My biggest complaint is her legs. And they aren't terrible by a long shot, but they have inadequate bone to support her body mass. Yes, she is over at the knee, but that's not the end of the world. I don't see cow hocks from those photos. Nice shoulder. Looks like she may have a "bubble butt" disguising a more angled pelvis, which may cut into her strength from behind. Her natural headset is a little high for WP, but the rest of her looks suited for it. Maybe lower-level reining? Cute horse.


----------



## Easter (Dec 24, 2011)

Thank you for the positive critiques!


----------



## GotaDunQH (Feb 13, 2011)

Agree with Bubba about the legs, her front wheels have some issues from the knee down. They aren't the best and she has far less bone in the front cannons than the back. Her hocks are on the higher side as well. I DO like her back length and her topline is level if not even a little uphill. In some pics her neck looks a tad short, and then in some not so much. Hard to make a real accurate call on that one.
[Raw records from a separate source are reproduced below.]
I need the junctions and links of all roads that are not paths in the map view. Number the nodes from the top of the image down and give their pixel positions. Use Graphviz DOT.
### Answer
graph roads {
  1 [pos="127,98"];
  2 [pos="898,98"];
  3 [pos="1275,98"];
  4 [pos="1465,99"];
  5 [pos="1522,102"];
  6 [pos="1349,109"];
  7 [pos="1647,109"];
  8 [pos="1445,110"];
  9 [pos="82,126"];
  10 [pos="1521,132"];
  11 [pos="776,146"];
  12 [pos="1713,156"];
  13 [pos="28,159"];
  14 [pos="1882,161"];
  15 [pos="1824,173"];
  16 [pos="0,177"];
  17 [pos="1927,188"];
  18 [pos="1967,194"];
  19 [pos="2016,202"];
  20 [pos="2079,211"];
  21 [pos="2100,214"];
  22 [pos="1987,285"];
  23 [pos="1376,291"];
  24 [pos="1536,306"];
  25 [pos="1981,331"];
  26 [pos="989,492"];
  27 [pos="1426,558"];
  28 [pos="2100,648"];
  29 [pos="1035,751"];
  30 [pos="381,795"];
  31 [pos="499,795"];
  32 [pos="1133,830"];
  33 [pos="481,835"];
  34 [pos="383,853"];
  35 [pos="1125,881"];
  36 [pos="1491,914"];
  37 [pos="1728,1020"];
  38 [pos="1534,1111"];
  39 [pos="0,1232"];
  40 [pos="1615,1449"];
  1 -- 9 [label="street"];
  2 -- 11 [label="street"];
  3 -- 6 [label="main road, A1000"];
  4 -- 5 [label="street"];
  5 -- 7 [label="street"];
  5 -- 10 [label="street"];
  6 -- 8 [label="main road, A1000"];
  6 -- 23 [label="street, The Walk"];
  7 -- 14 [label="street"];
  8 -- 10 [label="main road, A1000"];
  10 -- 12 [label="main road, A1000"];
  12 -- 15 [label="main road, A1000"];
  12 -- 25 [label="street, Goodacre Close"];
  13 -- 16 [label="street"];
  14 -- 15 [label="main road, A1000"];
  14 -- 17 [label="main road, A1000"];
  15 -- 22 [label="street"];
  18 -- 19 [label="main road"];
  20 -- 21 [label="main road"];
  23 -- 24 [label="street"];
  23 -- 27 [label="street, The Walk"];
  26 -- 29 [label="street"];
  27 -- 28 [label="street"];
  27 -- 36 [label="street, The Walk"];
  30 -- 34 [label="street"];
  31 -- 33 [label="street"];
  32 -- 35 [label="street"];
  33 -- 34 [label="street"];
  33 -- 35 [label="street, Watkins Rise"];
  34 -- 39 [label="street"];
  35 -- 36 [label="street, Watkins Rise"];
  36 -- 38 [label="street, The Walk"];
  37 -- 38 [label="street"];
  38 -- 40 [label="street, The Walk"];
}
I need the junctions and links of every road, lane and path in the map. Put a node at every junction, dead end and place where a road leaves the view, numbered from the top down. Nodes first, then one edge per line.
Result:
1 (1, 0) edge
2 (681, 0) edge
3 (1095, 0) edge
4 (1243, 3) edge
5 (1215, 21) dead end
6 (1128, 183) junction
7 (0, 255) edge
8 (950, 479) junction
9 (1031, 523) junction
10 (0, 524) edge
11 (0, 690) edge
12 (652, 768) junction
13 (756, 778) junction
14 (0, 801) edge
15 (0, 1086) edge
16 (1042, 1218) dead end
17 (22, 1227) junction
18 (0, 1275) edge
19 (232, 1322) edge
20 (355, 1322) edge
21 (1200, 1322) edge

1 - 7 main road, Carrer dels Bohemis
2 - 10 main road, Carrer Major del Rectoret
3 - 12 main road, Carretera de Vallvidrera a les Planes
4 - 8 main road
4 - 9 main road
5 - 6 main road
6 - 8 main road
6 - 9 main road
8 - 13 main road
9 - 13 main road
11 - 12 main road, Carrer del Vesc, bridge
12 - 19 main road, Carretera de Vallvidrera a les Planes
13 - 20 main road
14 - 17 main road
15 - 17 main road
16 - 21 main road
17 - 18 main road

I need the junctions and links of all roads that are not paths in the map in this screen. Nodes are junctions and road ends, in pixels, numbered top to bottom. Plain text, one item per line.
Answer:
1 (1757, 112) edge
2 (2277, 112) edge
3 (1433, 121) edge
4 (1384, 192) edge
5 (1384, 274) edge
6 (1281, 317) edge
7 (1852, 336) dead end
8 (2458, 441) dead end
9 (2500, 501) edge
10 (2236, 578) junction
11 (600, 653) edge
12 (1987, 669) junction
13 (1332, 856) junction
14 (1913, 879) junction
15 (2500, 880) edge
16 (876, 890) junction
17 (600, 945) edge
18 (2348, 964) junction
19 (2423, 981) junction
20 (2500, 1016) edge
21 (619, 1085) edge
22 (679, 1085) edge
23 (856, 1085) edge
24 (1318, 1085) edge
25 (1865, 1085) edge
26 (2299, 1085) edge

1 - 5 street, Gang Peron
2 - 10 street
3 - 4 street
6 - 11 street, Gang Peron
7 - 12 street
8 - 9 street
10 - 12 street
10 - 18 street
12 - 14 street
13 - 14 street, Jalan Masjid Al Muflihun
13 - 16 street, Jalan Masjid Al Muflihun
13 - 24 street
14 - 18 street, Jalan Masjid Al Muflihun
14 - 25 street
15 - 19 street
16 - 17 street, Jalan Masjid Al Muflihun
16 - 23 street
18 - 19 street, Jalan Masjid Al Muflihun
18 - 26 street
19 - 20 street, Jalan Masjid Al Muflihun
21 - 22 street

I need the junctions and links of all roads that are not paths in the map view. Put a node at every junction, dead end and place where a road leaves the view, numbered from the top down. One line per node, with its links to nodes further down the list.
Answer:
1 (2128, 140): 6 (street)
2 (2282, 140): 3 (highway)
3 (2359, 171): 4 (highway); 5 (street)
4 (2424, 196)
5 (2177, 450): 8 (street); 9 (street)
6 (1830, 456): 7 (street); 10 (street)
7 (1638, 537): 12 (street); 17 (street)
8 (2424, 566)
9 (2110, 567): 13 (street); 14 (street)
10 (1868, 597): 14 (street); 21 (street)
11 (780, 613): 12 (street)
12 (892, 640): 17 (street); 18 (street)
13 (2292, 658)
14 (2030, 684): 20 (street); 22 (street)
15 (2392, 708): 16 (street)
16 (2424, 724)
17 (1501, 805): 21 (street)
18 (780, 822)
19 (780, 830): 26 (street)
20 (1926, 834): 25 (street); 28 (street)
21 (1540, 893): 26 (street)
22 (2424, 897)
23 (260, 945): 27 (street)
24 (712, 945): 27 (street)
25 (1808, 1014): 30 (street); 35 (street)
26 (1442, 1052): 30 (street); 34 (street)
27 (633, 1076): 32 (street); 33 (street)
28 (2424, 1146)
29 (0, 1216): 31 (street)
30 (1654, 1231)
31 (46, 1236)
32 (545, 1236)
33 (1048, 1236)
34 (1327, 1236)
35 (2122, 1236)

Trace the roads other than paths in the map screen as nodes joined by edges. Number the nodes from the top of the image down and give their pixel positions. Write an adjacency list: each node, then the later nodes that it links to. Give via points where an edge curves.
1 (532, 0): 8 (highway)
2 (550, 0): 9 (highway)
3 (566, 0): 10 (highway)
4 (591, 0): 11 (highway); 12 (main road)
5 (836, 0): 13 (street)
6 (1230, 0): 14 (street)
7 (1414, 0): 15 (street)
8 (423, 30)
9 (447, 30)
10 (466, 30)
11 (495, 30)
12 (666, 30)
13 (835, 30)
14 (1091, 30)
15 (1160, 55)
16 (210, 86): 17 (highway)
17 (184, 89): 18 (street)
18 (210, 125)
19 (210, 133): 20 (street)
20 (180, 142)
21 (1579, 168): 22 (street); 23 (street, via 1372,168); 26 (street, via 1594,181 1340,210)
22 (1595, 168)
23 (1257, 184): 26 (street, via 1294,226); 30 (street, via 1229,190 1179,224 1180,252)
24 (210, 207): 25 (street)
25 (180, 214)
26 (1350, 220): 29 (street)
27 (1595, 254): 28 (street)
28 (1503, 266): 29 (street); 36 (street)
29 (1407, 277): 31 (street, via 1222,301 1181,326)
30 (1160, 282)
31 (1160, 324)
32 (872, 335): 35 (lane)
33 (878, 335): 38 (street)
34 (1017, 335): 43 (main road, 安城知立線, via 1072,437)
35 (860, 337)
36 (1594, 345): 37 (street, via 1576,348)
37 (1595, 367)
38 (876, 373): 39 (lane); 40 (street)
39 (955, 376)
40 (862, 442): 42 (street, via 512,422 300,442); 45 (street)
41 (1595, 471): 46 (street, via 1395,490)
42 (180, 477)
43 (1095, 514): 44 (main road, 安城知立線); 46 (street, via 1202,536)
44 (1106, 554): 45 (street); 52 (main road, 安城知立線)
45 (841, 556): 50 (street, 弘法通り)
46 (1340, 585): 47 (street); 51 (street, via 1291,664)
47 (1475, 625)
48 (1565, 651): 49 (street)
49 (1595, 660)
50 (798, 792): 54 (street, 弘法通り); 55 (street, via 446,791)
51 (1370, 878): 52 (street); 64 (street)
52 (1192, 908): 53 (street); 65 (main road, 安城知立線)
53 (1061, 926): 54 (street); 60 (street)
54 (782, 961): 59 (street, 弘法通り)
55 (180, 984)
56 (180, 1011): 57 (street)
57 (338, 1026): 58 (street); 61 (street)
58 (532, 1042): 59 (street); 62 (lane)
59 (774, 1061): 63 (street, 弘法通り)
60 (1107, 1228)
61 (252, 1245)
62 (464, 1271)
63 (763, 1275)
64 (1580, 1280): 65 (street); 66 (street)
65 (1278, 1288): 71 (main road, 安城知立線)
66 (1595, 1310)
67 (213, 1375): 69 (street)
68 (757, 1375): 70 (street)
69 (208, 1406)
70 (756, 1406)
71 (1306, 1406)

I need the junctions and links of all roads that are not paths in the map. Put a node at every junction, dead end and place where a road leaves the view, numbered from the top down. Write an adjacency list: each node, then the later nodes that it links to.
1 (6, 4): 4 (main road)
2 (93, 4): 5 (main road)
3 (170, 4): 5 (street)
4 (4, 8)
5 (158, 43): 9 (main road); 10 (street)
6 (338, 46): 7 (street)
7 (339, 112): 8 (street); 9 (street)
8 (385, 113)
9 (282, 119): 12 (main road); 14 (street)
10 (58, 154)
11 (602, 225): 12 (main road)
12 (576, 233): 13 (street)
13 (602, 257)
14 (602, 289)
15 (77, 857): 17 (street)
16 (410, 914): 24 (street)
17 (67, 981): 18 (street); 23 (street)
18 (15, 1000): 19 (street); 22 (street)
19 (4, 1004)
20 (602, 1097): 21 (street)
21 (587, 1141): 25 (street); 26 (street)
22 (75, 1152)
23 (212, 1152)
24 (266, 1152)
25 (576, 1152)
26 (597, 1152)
She's carrying a lot more weight than she should, and needs to be fitted up some. But for a first horse, if she's got a great mind set....you will have a lot of fun with her, and that is what matters.


----------



## Hasufel (Jun 9, 2011)

Congrats on your first horse!!
I think she is beautiful! I agree with the above posts. Except that I don't think she has a ewe- neck.


----------



## tinyliny (Oct 31, 2009)

I think there's a lot to like about this mare. Her back is short and her neck is NOT ewe necked. There is a dip in front of the wither bone and this can develop after the horse is ridden too long in false collection; breaking at the third vertebrae of the neck, rather than the poll, and coming behind the bit. The muscles that are normally there then atrophy and leave that dip.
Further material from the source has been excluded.